What I see is a jury likely riven with disagreements and essentially too dysfunctional to come to any agreement. I could be wrong, but all bets are off after Cohen’s disastrous testimony blew the prosecution’s case out of the water. For perspective, two weeks ago, I was in the 100% chance of conviction.
Exactly. If Bragg failed to present evidence beyond reasonable doubt on just one of the carbon copy counts, the whole edifice collapses like a house of cards.
Where the prosecution’s case is particularly weak is not offering any direct evidence a crime was committed. The NDAs were not a crime. Nor were the “falsified” business ledgers, as the prosecution failed to established any direct link to any other “crime.” Sans that linkage, no evidence of any crime, end of story.
The counts in the indictment are actually identical, difference only being the dates. And therein lies the quandary. Jury deliberations will be a veritable Donny brook.

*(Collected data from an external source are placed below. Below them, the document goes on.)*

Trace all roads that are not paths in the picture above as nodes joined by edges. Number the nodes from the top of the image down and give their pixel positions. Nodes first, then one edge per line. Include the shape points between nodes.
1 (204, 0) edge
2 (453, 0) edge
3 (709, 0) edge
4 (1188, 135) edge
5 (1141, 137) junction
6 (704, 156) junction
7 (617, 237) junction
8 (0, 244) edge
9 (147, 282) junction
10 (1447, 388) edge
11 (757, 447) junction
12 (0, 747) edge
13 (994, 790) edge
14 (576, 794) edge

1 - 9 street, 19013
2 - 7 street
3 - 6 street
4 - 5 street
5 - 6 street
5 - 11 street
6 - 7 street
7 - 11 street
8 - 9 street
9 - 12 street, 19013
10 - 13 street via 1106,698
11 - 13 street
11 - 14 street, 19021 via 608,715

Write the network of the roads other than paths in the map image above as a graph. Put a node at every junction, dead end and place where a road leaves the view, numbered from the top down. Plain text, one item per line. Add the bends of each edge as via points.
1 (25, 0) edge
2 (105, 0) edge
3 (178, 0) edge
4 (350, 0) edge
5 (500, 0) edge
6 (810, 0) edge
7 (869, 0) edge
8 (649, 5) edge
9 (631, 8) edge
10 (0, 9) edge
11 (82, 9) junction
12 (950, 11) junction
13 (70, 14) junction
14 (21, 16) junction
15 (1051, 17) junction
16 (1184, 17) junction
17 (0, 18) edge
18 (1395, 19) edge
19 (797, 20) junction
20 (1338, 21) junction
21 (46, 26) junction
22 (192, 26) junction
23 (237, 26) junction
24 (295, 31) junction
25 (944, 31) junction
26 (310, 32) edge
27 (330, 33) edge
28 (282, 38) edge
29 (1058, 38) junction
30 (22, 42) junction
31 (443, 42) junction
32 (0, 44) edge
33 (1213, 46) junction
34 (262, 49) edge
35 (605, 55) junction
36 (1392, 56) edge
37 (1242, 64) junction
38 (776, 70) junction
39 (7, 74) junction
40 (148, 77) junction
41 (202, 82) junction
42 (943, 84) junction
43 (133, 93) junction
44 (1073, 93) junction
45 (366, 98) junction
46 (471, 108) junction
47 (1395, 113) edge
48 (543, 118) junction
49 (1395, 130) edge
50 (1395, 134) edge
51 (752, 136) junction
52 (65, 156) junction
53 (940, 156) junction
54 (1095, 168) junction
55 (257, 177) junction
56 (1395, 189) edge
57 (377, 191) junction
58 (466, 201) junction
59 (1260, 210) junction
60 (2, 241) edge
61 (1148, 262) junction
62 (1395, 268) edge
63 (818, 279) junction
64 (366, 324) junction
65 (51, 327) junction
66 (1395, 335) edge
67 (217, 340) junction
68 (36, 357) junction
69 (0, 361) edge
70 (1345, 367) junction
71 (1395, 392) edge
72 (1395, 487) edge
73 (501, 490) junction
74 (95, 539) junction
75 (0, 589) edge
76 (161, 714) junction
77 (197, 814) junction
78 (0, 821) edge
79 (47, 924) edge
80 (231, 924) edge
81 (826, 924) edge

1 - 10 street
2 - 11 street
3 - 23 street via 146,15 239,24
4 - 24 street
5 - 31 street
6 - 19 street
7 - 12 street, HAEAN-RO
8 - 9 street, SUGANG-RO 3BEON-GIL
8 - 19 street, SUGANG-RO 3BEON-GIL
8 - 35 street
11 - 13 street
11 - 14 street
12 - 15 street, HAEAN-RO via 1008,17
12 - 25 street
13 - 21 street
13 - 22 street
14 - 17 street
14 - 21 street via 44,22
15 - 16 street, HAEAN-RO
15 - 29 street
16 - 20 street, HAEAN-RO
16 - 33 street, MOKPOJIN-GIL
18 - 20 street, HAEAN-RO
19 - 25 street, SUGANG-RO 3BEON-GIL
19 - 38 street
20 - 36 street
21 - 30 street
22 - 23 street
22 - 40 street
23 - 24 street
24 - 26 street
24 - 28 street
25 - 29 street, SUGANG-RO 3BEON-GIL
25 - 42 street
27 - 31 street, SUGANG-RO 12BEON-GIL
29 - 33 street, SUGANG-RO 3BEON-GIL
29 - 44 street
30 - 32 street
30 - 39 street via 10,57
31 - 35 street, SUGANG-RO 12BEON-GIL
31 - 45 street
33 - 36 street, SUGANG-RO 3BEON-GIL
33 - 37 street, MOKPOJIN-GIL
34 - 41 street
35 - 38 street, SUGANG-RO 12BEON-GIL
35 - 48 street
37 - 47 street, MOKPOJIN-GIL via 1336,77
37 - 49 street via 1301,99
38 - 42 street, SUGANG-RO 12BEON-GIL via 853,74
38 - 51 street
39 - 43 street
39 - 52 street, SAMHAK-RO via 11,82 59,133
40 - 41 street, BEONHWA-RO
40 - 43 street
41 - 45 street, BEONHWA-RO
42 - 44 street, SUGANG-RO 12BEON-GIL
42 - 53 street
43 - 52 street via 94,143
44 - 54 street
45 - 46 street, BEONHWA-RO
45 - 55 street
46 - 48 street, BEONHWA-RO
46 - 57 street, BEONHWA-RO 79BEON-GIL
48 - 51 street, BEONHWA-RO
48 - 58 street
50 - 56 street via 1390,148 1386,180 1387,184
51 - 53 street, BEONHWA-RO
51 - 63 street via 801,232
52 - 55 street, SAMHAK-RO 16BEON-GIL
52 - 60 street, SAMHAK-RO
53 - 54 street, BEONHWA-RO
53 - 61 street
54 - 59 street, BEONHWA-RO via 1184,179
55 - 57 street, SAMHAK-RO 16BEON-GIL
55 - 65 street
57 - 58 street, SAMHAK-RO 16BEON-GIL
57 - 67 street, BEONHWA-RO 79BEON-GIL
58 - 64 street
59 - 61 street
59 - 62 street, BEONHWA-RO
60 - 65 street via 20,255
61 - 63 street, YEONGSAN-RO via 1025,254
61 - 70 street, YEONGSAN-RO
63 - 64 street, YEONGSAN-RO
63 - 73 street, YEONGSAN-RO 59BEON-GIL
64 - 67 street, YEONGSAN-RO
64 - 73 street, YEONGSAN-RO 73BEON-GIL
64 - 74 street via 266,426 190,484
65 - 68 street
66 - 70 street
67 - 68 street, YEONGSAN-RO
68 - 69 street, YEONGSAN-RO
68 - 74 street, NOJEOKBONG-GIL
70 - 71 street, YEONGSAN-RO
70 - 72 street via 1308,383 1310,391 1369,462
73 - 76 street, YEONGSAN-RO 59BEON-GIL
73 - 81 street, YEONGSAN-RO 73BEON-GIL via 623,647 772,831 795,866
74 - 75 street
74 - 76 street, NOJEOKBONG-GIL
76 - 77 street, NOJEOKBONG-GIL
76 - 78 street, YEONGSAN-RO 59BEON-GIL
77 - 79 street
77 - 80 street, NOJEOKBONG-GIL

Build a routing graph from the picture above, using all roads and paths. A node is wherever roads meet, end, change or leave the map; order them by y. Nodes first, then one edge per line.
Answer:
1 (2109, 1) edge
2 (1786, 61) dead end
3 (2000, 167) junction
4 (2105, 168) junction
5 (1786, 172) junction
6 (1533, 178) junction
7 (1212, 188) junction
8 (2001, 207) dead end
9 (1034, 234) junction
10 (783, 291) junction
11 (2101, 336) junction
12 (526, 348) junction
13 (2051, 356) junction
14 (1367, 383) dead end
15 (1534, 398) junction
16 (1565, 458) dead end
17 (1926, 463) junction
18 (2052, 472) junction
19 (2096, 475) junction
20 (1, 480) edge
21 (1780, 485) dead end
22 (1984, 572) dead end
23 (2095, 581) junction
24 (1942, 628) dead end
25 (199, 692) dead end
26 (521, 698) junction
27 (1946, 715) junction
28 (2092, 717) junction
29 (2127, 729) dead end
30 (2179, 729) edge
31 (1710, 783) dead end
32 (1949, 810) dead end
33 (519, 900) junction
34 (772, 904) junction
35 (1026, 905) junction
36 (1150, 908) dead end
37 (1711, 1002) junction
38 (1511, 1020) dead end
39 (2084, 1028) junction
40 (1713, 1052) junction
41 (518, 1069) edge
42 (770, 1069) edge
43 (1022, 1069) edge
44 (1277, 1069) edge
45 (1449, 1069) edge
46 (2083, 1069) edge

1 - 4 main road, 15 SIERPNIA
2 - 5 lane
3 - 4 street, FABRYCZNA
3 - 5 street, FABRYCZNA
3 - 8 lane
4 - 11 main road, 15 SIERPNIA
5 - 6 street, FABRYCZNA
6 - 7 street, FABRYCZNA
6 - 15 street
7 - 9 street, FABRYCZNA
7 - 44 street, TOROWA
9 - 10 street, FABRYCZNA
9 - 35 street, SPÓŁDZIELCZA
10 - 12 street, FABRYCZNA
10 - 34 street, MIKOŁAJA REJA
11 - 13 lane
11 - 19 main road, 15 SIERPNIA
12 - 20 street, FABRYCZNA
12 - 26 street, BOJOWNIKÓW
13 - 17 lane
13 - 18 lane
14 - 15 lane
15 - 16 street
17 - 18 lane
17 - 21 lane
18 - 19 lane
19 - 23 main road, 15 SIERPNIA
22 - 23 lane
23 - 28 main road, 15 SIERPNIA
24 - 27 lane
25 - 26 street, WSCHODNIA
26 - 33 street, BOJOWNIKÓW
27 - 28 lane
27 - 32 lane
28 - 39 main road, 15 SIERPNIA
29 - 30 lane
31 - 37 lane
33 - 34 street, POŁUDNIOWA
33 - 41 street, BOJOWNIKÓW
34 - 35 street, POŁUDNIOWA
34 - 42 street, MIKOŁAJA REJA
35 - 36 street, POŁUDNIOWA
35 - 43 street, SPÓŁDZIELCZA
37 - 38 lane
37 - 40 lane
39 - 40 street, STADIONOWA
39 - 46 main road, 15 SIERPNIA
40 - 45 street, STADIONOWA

Would love to be a fly on the wall!
They may be, but at that point, it’s game over anyway. Lawyers are officers of the court and Bragg clearly suborned perjury by putting Cohen on the stand knowing he intended to commit perjury.
The 34 counts are copy-and-paste. Seen one, seen ‘em all. The dumbest jury would be hard pressed to arrive at different verdicts over homogenous charges.